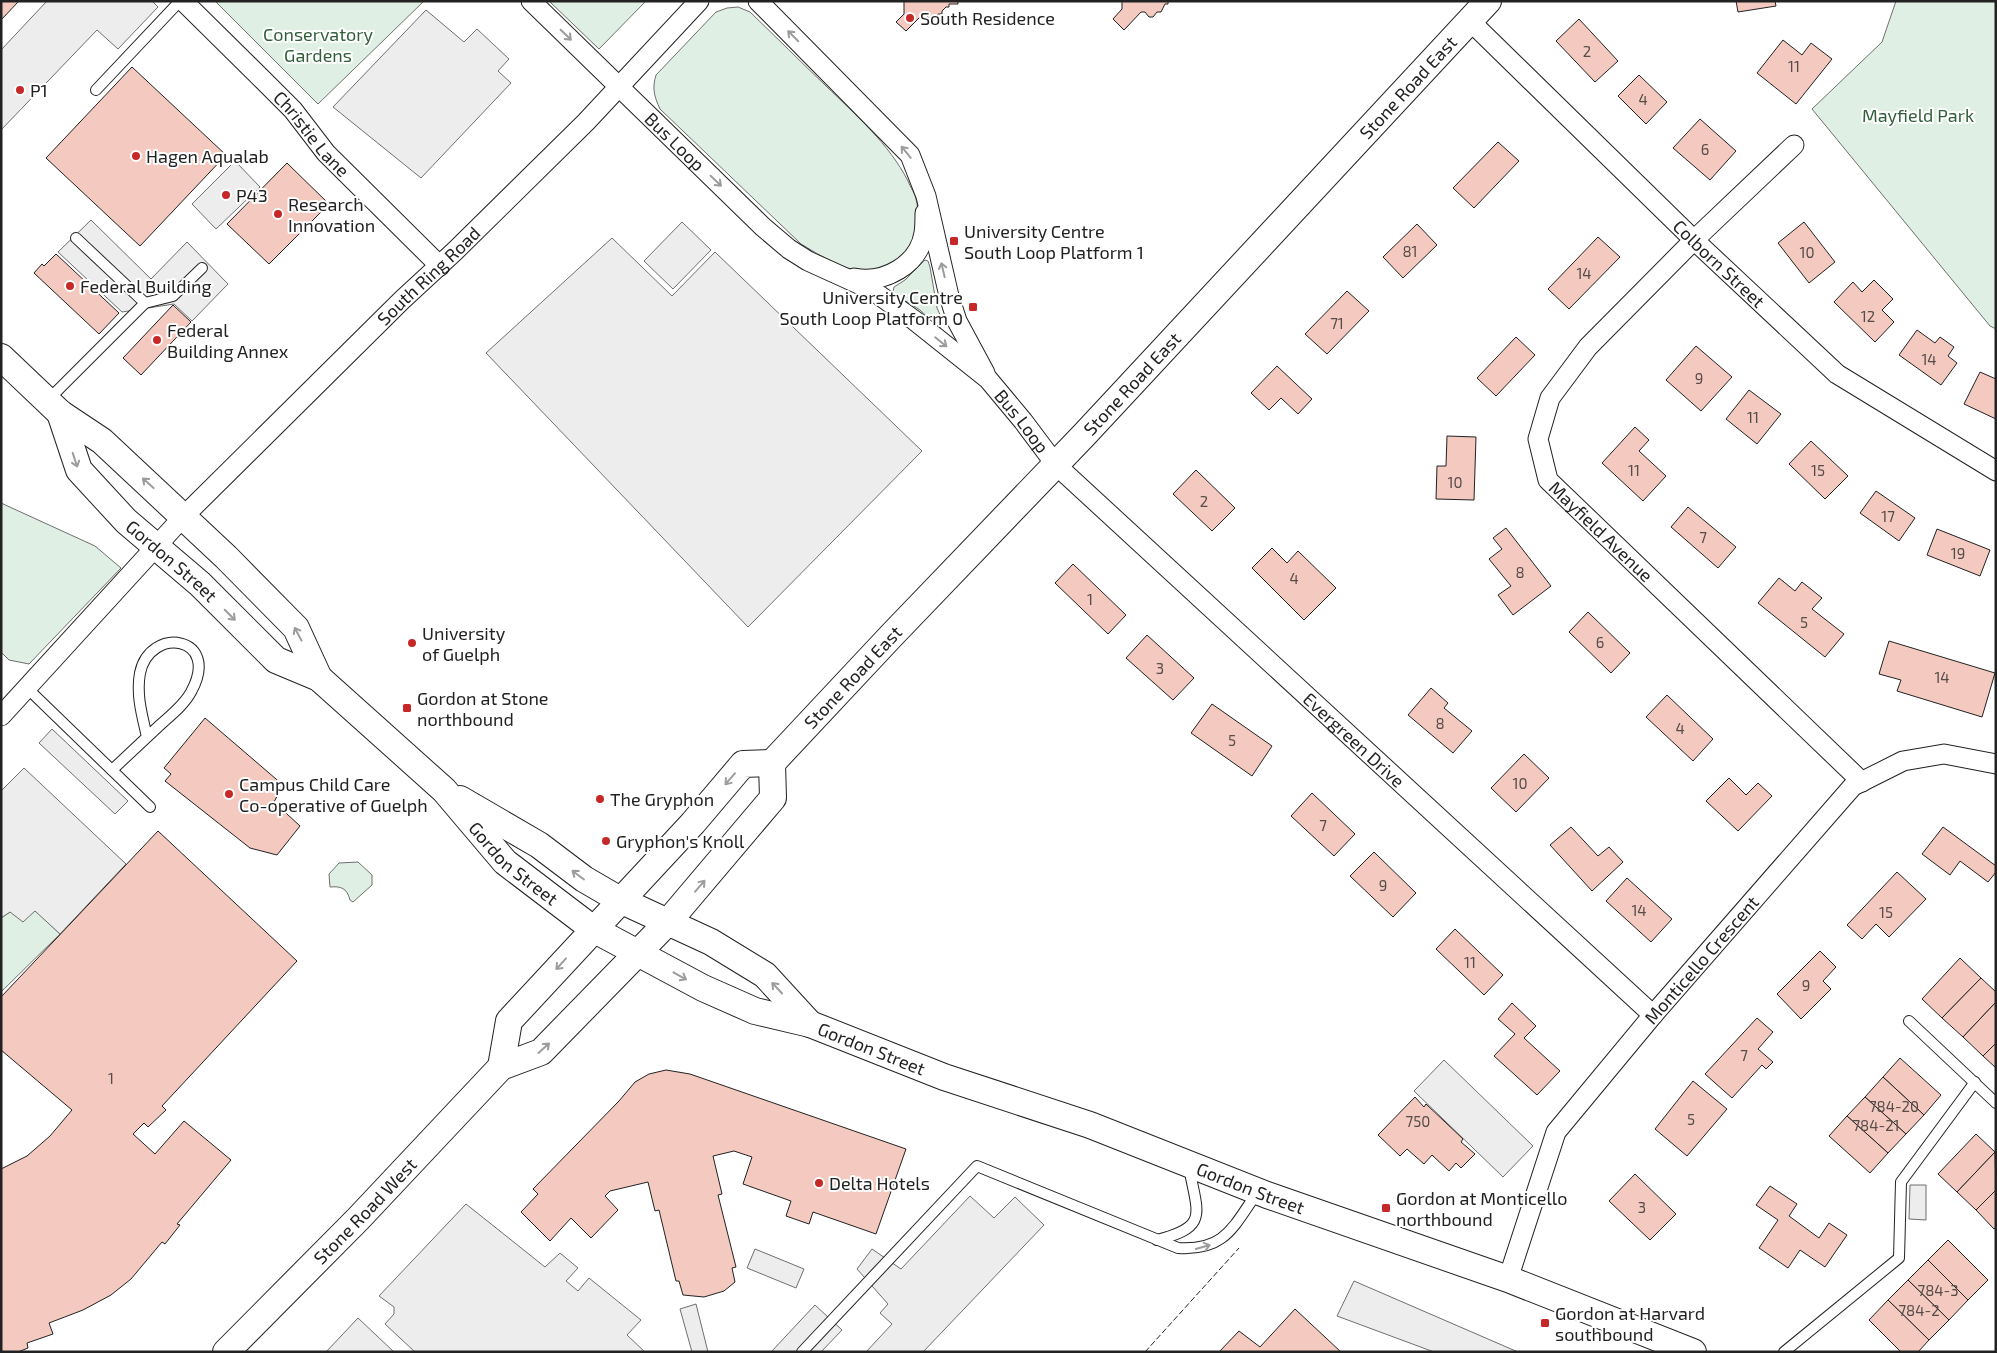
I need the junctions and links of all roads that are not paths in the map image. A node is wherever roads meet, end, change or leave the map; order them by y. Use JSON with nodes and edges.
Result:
{"nodes":[{"id":1,"x":181,"y":1,"type":"edge"},
{"id":2,"x":531,"y":1,"type":"edge"},
{"id":3,"x":699,"y":1,"type":"edge"},
{"id":4,"x":758,"y":1,"type":"edge"},
{"id":5,"x":1488,"y":1,"type":"edge"},
{"id":6,"x":1469,"y":20,"type":"junction"},
{"id":7,"x":619,"y":86,"type":"junction"},
{"id":8,"x":96,"y":90,"type":"dead end"},
{"id":9,"x":1794,"y":145,"type":"dead end"},
{"id":10,"x":926,"y":196,"type":"junction"},
{"id":11,"x":76,"y":238,"type":"dead end"},
{"id":12,"x":1694,"y":240,"type":"junction"},
{"id":13,"x":440,"y":266,"type":"junction"},
{"id":14,"x":202,"y":268,"type":"dead end"},
{"id":15,"x":827,"y":270,"type":"junction"},
{"id":16,"x":146,"y":303,"type":"junction"},
{"id":17,"x":1,"y":357,"type":"edge"},
{"id":18,"x":988,"y":379,"type":"junction"},
{"id":19,"x":54,"y":407,"type":"junction"},
{"id":20,"x":1056,"y":465,"type":"junction"},
{"id":21,"x":1996,"y":471,"type":"edge"},
{"id":22,"x":183,"y":517,"type":"junction"},
{"id":23,"x":156,"y":546,"type":"junction"},
{"id":24,"x":319,"y":678,"type":"junction"},
{"id":25,"x":27,"y":688,"type":"junction"},
{"id":26,"x":1,"y":716,"type":"edge"},
{"id":27,"x":147,"y":737,"type":"junction"},
{"id":28,"x":772,"y":763,"type":"junction"},
{"id":29,"x":1996,"y":764,"type":"edge"},
{"id":30,"x":112,"y":770,"type":"junction"},
{"id":31,"x":1862,"y":782,"type":"junction"},
{"id":32,"x":444,"y":790,"type":"junction"},
{"id":33,"x":150,"y":806,"type":"dead end"},
{"id":34,"x":620,"y":900,"type":"junction"},
{"id":35,"x":668,"y":922,"type":"junction"},
{"id":36,"x":593,"y":929,"type":"junction"},
{"id":37,"x":638,"y":952,"type":"junction"},
{"id":38,"x":1653,"y":1015,"type":"junction"},
{"id":39,"x":1909,"y":1021,"type":"dead end"},
{"id":40,"x":810,"y":1024,"type":"junction"},
{"id":41,"x":501,"y":1068,"type":"junction"},
{"id":42,"x":1975,"y":1082,"type":"junction"},
{"id":43,"x":1996,"y":1103,"type":"edge"},
{"id":44,"x":1189,"y":1164,"type":"junction"},
{"id":45,"x":1258,"y":1191,"type":"junction"},
{"id":46,"x":1156,"y":1240,"type":"junction"},
{"id":47,"x":1508,"y":1280,"type":"junction"},
{"id":48,"x":226,"y":1352,"type":"edge"},
{"id":49,"x":802,"y":1352,"type":"edge"},
{"id":50,"x":1693,"y":1352,"type":"edge"},
{"id":51,"x":1784,"y":1352,"type":"edge"}],
"edges":[{"from":1,"to":8,"type":"lane"},
{"from":1,"to":13,"type":"street","name":"Christie Lane"},
{"from":2,"to":7,"type":"street","name":"Bus Loop","one_way":true},
{"from":3,"to":7,"type":"street","name":"South Ring Road"},
{"from":10,"to":4,"type":"street","name":"Bus Loop","one_way":true},
{"from":5,"to":6,"type":"main road","name":"Stone Road East"},
{"from":6,"to":12,"type":"street","name":"Colborn Street"},
{"from":6,"to":20,"type":"main road","name":"Stone Road East"},
{"from":7,"to":13,"type":"street","name":"South Ring Road"},
{"from":7,"to":15,"type":"street","name":"Bus Loop","one_way":true},
{"from":9,"to":12,"type":"street","name":"Mayfield Avenue"},
{"from":10,"to":15,"type":"street","name":"Bus Loop"},
{"from":18,"to":10,"type":"street","name":"Bus Loop","one_way":true},
{"from":11,"to":16,"type":"lane"},
{"from":12,"to":21,"type":"street","name":"Colborn Street"},
{"from":12,"to":31,"type":"street","name":"Mayfield Avenue"},
{"from":13,"to":22,"type":"street","name":"South Ring Road"},
{"from":14,"to":16,"type":"lane"},
{"from":15,"to":18,"type":"street","name":"Bus Loop","one_way":true},
{"from":16,"to":19,"type":"lane"},
{"from":17,"to":19,"type":"main road","name":"Gordon Street"},
{"from":18,"to":20,"type":"street","name":"Bus Loop"},
{"from":22,"to":19,"type":"main road","name":"Gordon Street","one_way":true},
{"from":19,"to":23,"type":"main road","name":"Gordon Street","one_way":true},
{"from":20,"to":28,"type":"main road","name":"Stone Road East"},
{"from":20,"to":38,"type":"street","name":"Evergreen Drive"},
{"from":22,"to":23,"type":"street","name":"South Ring Road"},
{"from":24,"to":22,"type":"main road","name":"Gordon Street","one_way":true},
{"from":23,"to":24,"type":"main road","name":"Gordon Street","one_way":true},
{"from":23,"to":25,"type":"street","name":"South Ring Road"},
{"from":24,"to":32,"type":"main road","name":"Gordon Street"},
{"from":25,"to":26,"type":"street","name":"South Ring Road"},
{"from":25,"to":30,"type":"lane"},
{"from":27,"to":27,"type":"lane"},
{"from":27,"to":30,"type":"lane"},
{"from":28,"to":34,"type":"main road","one_way":true},
{"from":35,"to":28,"type":"main road","one_way":true},
{"from":29,"to":31,"type":"street","name":"Monticello Crescent"},
{"from":30,"to":33,"type":"lane"},
{"from":31,"to":38,"type":"street","name":"Monticello Crescent"},
{"from":34,"to":32,"type":"main road","name":"Gordon Street","one_way":true},
{"from":32,"to":36,"type":"main road","name":"Gordon Street"},
{"from":34,"to":35,"type":"main road","name":"Gordon Street"},
{"from":34,"to":36,"type":"main road"},
{"from":35,"to":37,"type":"main road","name":"Stone Road West"},
{"from":40,"to":35,"type":"main road","name":"Gordon Street","one_way":true},
{"from":36,"to":37,"type":"main road","name":"Gordon Street"},
{"from":36,"to":41,"type":"main road","one_way":true},
{"from":37,"to":40,"type":"main road","name":"Gordon Street","one_way":true},
{"from":41,"to":37,"type":"main road","name":"Stone Road West","one_way":true},
{"from":38,"to":47,"type":"street","name":"Monticello Crescent"},
{"from":39,"to":42,"type":"lane"},
{"from":40,"to":44,"type":"main road","name":"Gordon Street"},
{"from":41,"to":48,"type":"main road","name":"Stone Road West"},
{"from":42,"to":43,"type":"lane"},
{"from":42,"to":51,"type":"lane"},
{"from":44,"to":45,"type":"main road","name":"Gordon Street"},
{"from":44,"to":46,"type":"lane"},
{"from":46,"to":45,"type":"lane","one_way":true},
{"from":45,"to":47,"type":"main road","name":"Gordon Street"},
{"from":46,"to":49,"type":"lane"},
{"from":47,"to":50,"type":"main road","name":"Gordon Street"}]}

* [PROMPT]
Each line of the material is to be output exactly. Images are not part of the expected output.

* [WRITTEN RESPONSE]
I need the junctions and links of all roads that are not paths in the map image. A node is wherever roads meet, end, change or leave the map; order them by y. Use JSON with nodes and edges.
Result:
{"nodes":[{"id":1,"x":181,"y":1,"type":"edge"},
{"id":2,"x":531,"y":1,"type":"edge"},
{"id":3,"x":699,"y":1,"type":"edge"},
{"id":4,"x":758,"y":1,"type":"edge"},
{"id":5,"x":1488,"y":1,"type":"edge"},
{"id":6,"x":1469,"y":20,"type":"junction"},
{"id":7,"x":619,"y":86,"type":"junction"},
{"id":8,"x":96,"y":90,"type":"dead end"},
{"id":9,"x":1794,"y":145,"type":"dead end"},
{"id":10,"x":926,"y":196,"type":"junction"},
{"id":11,"x":76,"y":238,"type":"dead end"},
{"id":12,"x":1694,"y":240,"type":"junction"},
{"id":13,"x":440,"y":266,"type":"junction"},
{"id":14,"x":202,"y":268,"type":"dead end"},
{"id":15,"x":827,"y":270,"type":"junction"},
{"id":16,"x":146,"y":303,"type":"junction"},
{"id":17,"x":1,"y":357,"type":"edge"},
{"id":18,"x":988,"y":379,"type":"junction"},
{"id":19,"x":54,"y":407,"type":"junction"},
{"id":20,"x":1056,"y":465,"type":"junction"},
{"id":21,"x":1996,"y":471,"type":"edge"},
{"id":22,"x":183,"y":517,"type":"junction"},
{"id":23,"x":156,"y":546,"type":"junction"},
{"id":24,"x":319,"y":678,"type":"junction"},
{"id":25,"x":27,"y":688,"type":"junction"},
{"id":26,"x":1,"y":716,"type":"edge"},
{"id":27,"x":147,"y":737,"type":"junction"},
{"id":28,"x":772,"y":763,"type":"junction"},
{"id":29,"x":1996,"y":764,"type":"edge"},
{"id":30,"x":112,"y":770,"type":"junction"},
{"id":31,"x":1862,"y":782,"type":"junction"},
{"id":32,"x":444,"y":790,"type":"junction"},
{"id":33,"x":150,"y":806,"type":"dead end"},
{"id":34,"x":620,"y":900,"type":"junction"},
{"id":35,"x":668,"y":922,"type":"junction"},
{"id":36,"x":593,"y":929,"type":"junction"},
{"id":37,"x":638,"y":952,"type":"junction"},
{"id":38,"x":1653,"y":1015,"type":"junction"},
{"id":39,"x":1909,"y":1021,"type":"dead end"},
{"id":40,"x":810,"y":1024,"type":"junction"},
{"id":41,"x":501,"y":1068,"type":"junction"},
{"id":42,"x":1975,"y":1082,"type":"junction"},
{"id":43,"x":1996,"y":1103,"type":"edge"},
{"id":44,"x":1189,"y":1164,"type":"junction"},
{"id":45,"x":1258,"y":1191,"type":"junction"},
{"id":46,"x":1156,"y":1240,"type":"junction"},
{"id":47,"x":1508,"y":1280,"type":"junction"},
{"id":48,"x":226,"y":1352,"type":"edge"},
{"id":49,"x":802,"y":1352,"type":"edge"},
{"id":50,"x":1693,"y":1352,"type":"edge"},
{"id":51,"x":1784,"y":1352,"type":"edge"}],
"edges":[{"from":1,"to":8,"type":"lane"},
{"from":1,"to":13,"type":"street","name":"Christie Lane"},
{"from":2,"to":7,"type":"street","name":"Bus Loop","one_way":true},
{"from":3,"to":7,"type":"street","name":"South Ring Road"},
{"from":10,"to":4,"type":"street","name":"Bus Loop","one_way":true},
{"from":5,"to":6,"type":"main road","name":"Stone Road East"},
{"from":6,"to":12,"type":"street","name":"Colborn Street"},
{"from":6,"to":20,"type":"main road","name":"Stone Road East"},
{"from":7,"to":13,"type":"street","name":"South Ring Road"},
{"from":7,"to":15,"type":"street","name":"Bus Loop","one_way":true},
{"from":9,"to":12,"type":"street","name":"Mayfield Avenue"},
{"from":10,"to":15,"type":"street","name":"Bus Loop"},
{"from":18,"to":10,"type":"street","name":"Bus Loop","one_way":true},
{"from":11,"to":16,"type":"lane"},
{"from":12,"to":21,"type":"street","name":"Colborn Street"},
{"from":12,"to":31,"type":"street","name":"Mayfield Avenue"},
{"from":13,"to":22,"type":"street","name":"South Ring Road"},
{"from":14,"to":16,"type":"lane"},
{"from":15,"to":18,"type":"street","name":"Bus Loop","one_way":true},
{"from":16,"to":19,"type":"lane"},
{"from":17,"to":19,"type":"main road","name":"Gordon Street"},
{"from":18,"to":20,"type":"street","name":"Bus Loop"},
{"from":22,"to":19,"type":"main road","name":"Gordon Street","one_way":true},
{"from":19,"to":23,"type":"main road","name":"Gordon Street","one_way":true},
{"from":20,"to":28,"type":"main road","name":"Stone Road East"},
{"from":20,"to":38,"type":"street","name":"Evergreen Drive"},
{"from":22,"to":23,"type":"street","name":"South Ring Road"},
{"from":24,"to":22,"type":"main road","name":"Gordon Street","one_way":true},
{"from":23,"to":24,"type":"main road","name":"Gordon Street","one_way":true},
{"from":23,"to":25,"type":"street","name":"South Ring Road"},
{"from":24,"to":32,"type":"main road","name":"Gordon Street"},
{"from":25,"to":26,"type":"street","name":"South Ring Road"},
{"from":25,"to":30,"type":"lane"},
{"from":27,"to":27,"type":"lane"},
{"from":27,"to":30,"type":"lane"},
{"from":28,"to":34,"type":"main road","one_way":true},
{"from":35,"to":28,"type":"main road","one_way":true},
{"from":29,"to":31,"type":"street","name":"Monticello Crescent"},
{"from":30,"to":33,"type":"lane"},
{"from":31,"to":38,"type":"street","name":"Monticello Crescent"},
{"from":34,"to":32,"type":"main road","name":"Gordon Street","one_way":true},
{"from":32,"to":36,"type":"main road","name":"Gordon Street"},
{"from":34,"to":35,"type":"main road","name":"Gordon Street"},
{"from":34,"to":36,"type":"main road"},
{"from":35,"to":37,"type":"main road","name":"Stone Road West"},
{"from":40,"to":35,"type":"main road","name":"Gordon Street","one_way":true},
{"from":36,"to":37,"type":"main road","name":"Gordon Street"},
{"from":36,"to":41,"type":"main road","one_way":true},
{"from":37,"to":40,"type":"main road","name":"Gordon Street","one_way":true},
{"from":41,"to":37,"type":"main road","name":"Stone Road West","one_way":true},
{"from":38,"to":47,"type":"street","name":"Monticello Crescent"},
{"from":39,"to":42,"type":"lane"},
{"from":40,"to":44,"type":"main road","name":"Gordon Street"},
{"from":41,"to":48,"type":"main road","name":"Stone Road West"},
{"from":42,"to":43,"type":"lane"},
{"from":42,"to":51,"type":"lane"},
{"from":44,"to":45,"type":"main road","name":"Gordon Street"},
{"from":44,"to":46,"type":"lane"},
{"from":46,"to":45,"type":"lane","one_way":true},
{"from":45,"to":47,"type":"main road","name":"Gordon Street"},
{"from":46,"to":49,"type":"lane"},
{"from":47,"to":50,"type":"main road","name":"Gordon Street"}]}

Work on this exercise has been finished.